He squeezed her hand, then kissed the top of her head. “If it’s here, you’ll find it.”
She sighed. “Or die trying.”
He chuckled.
“That shouldn’t be funny,” she informed him.
“But it is.”
“I know.”
“I love you,” he said.
“I know.”
And really, what more could she want?
Meanwhile six feet away . . .
Isabella was quite used to the antics of her parents. She accepted the fact that they tugged each other into dark corners with far more frequency than was seemly. She thought nothing of the fact that her mother was one of the most outspoken women in London or that her father was still so handsome that her own friends sighed and stammered in his presence. In fact, she rather enjoyed being the daughter of such an unconventional couple. Oh, on the outside they were all that was proper, to be sure, with only the nicest sort of reputation for high-spiritedness.
But behind the closed doors of Clair House . . . Isabella knew that her friends were not encouraged to share their opinions as she was. Most of her friends were not even encouraged to have opinions. And certainly most young ladies of her acquaintance had not been given the opportunity to study modern languages, nor to delay a social debut by one year in order to travel on the continent.
So, when all was said and done, Isabella thought herself quite fortunate as pertained to her parents, and if that meant overlooking the occasional episodes of Not Acting One’s Age—well, it was worth it, and she’d learned to ignore much of their behavior.
But when she’d sought out her mother this afternoon—to acquiesce on the matter of the white gown with the dullish green trim, she might add—and instead found her parents on the washroom floor pushing a bathtub . . .
Well, really, that was a bit much, even for the St. Clairs.
And who would have faulted her for remaining to eavesdrop?

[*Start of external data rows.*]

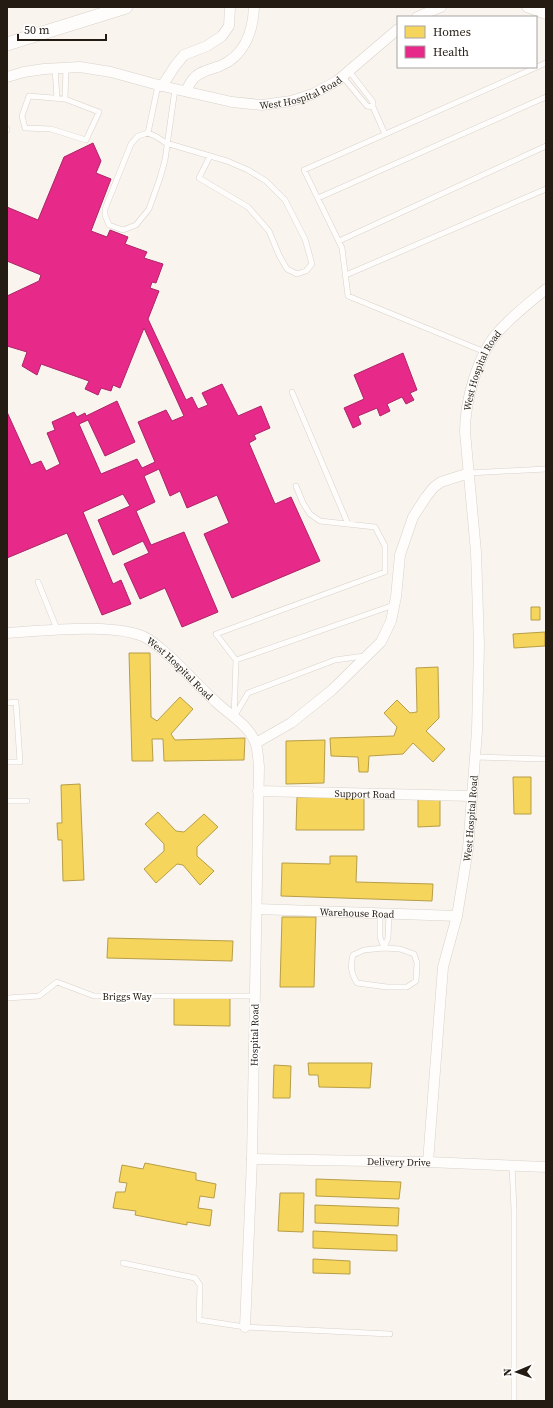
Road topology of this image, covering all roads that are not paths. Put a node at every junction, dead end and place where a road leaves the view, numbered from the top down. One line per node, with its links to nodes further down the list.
1 (126, 7): 9 (street)
2 (230, 7): 15 (street)
3 (254, 7): 16 (street)
4 (441, 7): 7 (street)
5 (527, 7): 6 (street)
6 (546, 14)
7 (419, 16)
8 (397, 30): 13 (street, West Hospital Road)
9 (7, 44)
10 (55, 68): 11 (street, West Hospital Road); 14 (street, West Hospital Road); 18 (lane)
11 (66, 68): 15 (street, West Hospital Road); 19 (lane)
12 (535, 68): 22 (lane)
13 (346, 74): 16 (street, West Hospital Road); 20 (lane); 20 (lane)
14 (7, 77)
15 (160, 86): 16 (street, West Hospital Road); 21 (lane)
16 (181, 90): 23 (lane)
17 (546, 97): 27 (lane)
18 (57, 98): 19 (lane); 19 (lane)
19 (65, 99)
20 (373, 107): 22 (lane)
21 (148, 133): 23 (lane); 23 (lane)
22 (385, 134): 27 (lane)
23 (166, 143): 25 (lane)
24 (546, 146): 28 (lane)
25 (210, 156): 25 (lane)
26 (546, 189): 29 (lane)
27 (318, 198): 28 (lane)
28 (338, 241): 29 (lane)
29 (346, 275): 31 (lane)
30 (546, 289): 31 (street, West Hospital Road)
31 (486, 352): 34 (street, West Hospital Road)
32 (292, 392): 36 (lane)
33 (546, 469): 34 (lane)
34 (469, 473): 38 (street); 46 (street, West Hospital Road)
35 (296, 486): 36 (lane)
36 (348, 524): 42 (lane)
37 (38, 582): 39 (lane)
38 (394, 605): 41 (street); 42 (lane)
39 (58, 630): 40 (street, West Hospital Road); 44 (street, West Hospital Road)
40 (7, 633)
41 (366, 656): 44 (lane); 45 (street)
42 (236, 660): 44 (lane)
43 (7, 703): 48 (lane)
44 (234, 718): 45 (street, West Hospital Road)
45 (256, 743): 49 (street, Hospital Road)
46 (475, 757): 47 (lane); 50 (street, West Hospital Road)
47 (546, 759)
48 (7, 762)
49 (258, 791): 50 (street, Support Road); 53 (street, Hospital Road)
50 (472, 796): 55 (street, West Hospital Road)
51 (7, 801): 52 (lane)
52 (26, 801)
53 (257, 910): 54 (street, Warehouse Road); 57 (street, Hospital Road)
54 (384, 913): 55 (street, Warehouse Road); 56 (lane); 56 (lane)
55 (457, 916): 60 (street, West Hospital Road)
56 (384, 948): 56 (lane)
57 (255, 996): 58 (lane, Briggs Way); 59 (street, Hospital Road)
58 (7, 998)
59 (252, 1159): 60 (street, Delivery Drive); 64 (street, Hospital Road)
60 (428, 1162): 61 (street, Delivery Drive)
61 (512, 1165): 62 (street, Delivery Drive); 66 (lane)
62 (546, 1167)
63 (124, 1263): 64 (lane)
64 (245, 1327): 65 (lane)
65 (390, 1334)
66 (514, 1401)

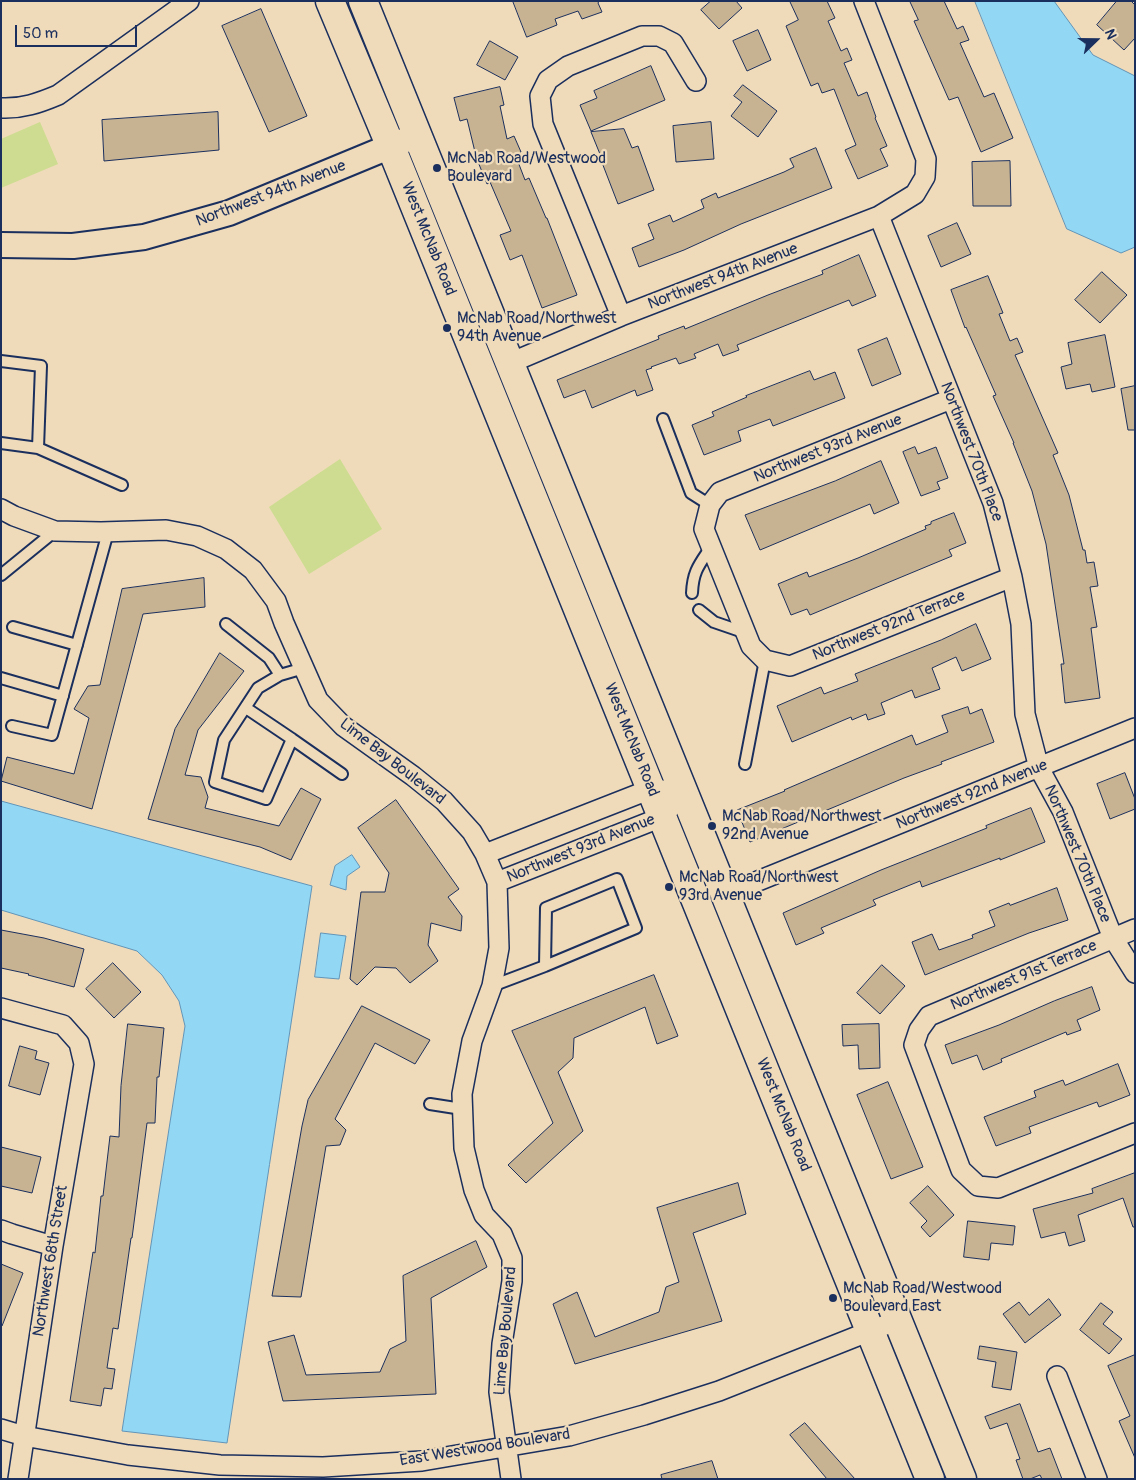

Not her mother, Isabella decided as she leaned in. There was no way Hyacinth St. Clair would have done the right thing and walked away. One couldn’t live with the woman for nineteen years without learning that. And as for her father—well, Isabella rather thought he would have stayed to listen as well, especially as they were making it so easy for her, facing the wall as they were, with their backs to the open doorway, indeed with bathtub between them.
“What do you plan to do now?” her father was asking, his voice laced with that particular brand of amusement he seemed to reserve for her mother.
“I don’t know,” her mother replied, sounding uncharacteristically . . . well, not unsure, but certainly not as sure as usual. “Check the floor, I imagine.”
Check the floor? What on earth were they talking about? Isabella leaned forward for a better listen, just in time to hear her father ask, “You haven’t done so already? In the fifteen years since you moved here?”
“I’ve felt along the floor,” her mother retorted, sounding much more like herself. “But it’s not the same as a visual inspection, and—”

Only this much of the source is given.